Russia’s economy has avoided collapse so far, but trouble is looming. Here’s why (msn.com)
After Western nations announced their first rounds of economic sanctions in the days after Russia invaded Ukraine on Feb. 24, the Russian ruble lost nearly half its value and stock markets were closed for the first month of the war to avoid a crash.
Two months later, the ruble has largely recovered, becoming the best-performing currency globally in March. Trading also bounced back once the stock markets were reopened last month.
Economists say steps taken by the Kremlin and the Russian Central Bank — raising interest rates to 20 per cent, forcing Russian businesses to exchange 80 per cent of their overseas earnings into rubles — contributed to the recovery.
Russia has also dipped into the half of its estimated $620 billion in foreign currency holdings not invested in the U.S. and Europe — currently frozen by Western sanctions — to protect the ruble and fuel government spending.
Sundstrom says Putin's popularity could drop off "pretty quickly" if domestic discord grows — particularly if the economic situation worsens.
Moscow Mayor Sergei Sobyanin warned on Monday that around 200,000 people are at risk of losing their jobs as Western companies pull out of the capital in protest over the war. He announced $40 million will be spent on helping those workers laid off by foreign firms find temporary employment and new jobs.
The Russian Central Bank's chairwoman, Elvira Nabiullina, sounded even more dire in her reports to Russian lawmakers this week.
Inflation in Russia now stands at 17.6 per cent and is on track to accelerate to 22 per cent this year, while the economy is set to shrink by 9.2 per cent in 2022, according to a poll of economists conducted by the bank in April.
Nabiullina told the Duma, Russia's lower house of parliament, on Thursday that nearly every product made in Russia relies on parts imported from overseas, which have largely been banned amid the sanctions.

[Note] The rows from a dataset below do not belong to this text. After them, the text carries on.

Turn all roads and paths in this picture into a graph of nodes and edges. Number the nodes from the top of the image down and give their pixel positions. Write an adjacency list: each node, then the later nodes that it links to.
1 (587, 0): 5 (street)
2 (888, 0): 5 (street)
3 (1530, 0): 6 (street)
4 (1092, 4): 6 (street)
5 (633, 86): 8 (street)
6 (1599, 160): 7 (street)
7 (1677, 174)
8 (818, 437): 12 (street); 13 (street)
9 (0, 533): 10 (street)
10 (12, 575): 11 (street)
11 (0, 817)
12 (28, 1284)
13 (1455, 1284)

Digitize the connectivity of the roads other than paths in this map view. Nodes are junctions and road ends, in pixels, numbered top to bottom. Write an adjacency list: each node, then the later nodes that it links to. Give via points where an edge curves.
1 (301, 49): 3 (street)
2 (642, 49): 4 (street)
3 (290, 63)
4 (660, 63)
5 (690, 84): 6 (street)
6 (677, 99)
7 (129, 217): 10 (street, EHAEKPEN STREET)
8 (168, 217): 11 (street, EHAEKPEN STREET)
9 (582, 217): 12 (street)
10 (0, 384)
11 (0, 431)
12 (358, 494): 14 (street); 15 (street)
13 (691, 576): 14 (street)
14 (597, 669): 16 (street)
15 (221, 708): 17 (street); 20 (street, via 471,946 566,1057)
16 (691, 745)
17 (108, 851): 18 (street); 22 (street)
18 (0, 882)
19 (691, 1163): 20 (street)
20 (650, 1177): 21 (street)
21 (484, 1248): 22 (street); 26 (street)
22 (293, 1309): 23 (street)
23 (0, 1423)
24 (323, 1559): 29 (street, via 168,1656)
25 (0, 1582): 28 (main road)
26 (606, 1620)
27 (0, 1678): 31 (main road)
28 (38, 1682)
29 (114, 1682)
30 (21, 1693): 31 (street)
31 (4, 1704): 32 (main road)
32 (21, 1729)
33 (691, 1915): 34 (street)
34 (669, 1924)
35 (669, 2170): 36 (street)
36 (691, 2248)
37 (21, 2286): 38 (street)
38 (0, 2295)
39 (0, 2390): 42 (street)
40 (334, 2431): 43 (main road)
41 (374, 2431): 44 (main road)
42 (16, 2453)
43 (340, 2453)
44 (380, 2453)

Bans on Russian exports are also due to be felt as soon as the second quarter of this year, she added.
Plus, she warned that "the period during which the economy can live on reserves is finite." She explained the reserves not frozen by the West are largely invested in gold and Chinese yuan, which can do little to further resuscitate the ruble.
Brander, the UBC economist, said it will take years for Russia's manufacturing sector to find ways to make up for the lack of Western parts and create new supply chains.
"As time goes on, it's going to be harder and harder to produce in Russia," he said.
"My only worry is that (the economic pain) won't accumulate fast enough," he added, pointing to how little impact such shortages will have on the Ukrainian battlefield right now.
The European Union, meanwhile, is mulling how to curb imports of Russian oil, seeking a phased approach in line with the four-month transition away from Russian coal the bloc announced earlier this month.
If approved, it would strike a blow to a revenue stream for Russia currently estimated at over $800 million per day, according to the Belgian economic institute Bruegel.
Sundstrom says the accumulation of these looming catastrophes may very well lead to real impacts on average Russians, threatening Putin's support.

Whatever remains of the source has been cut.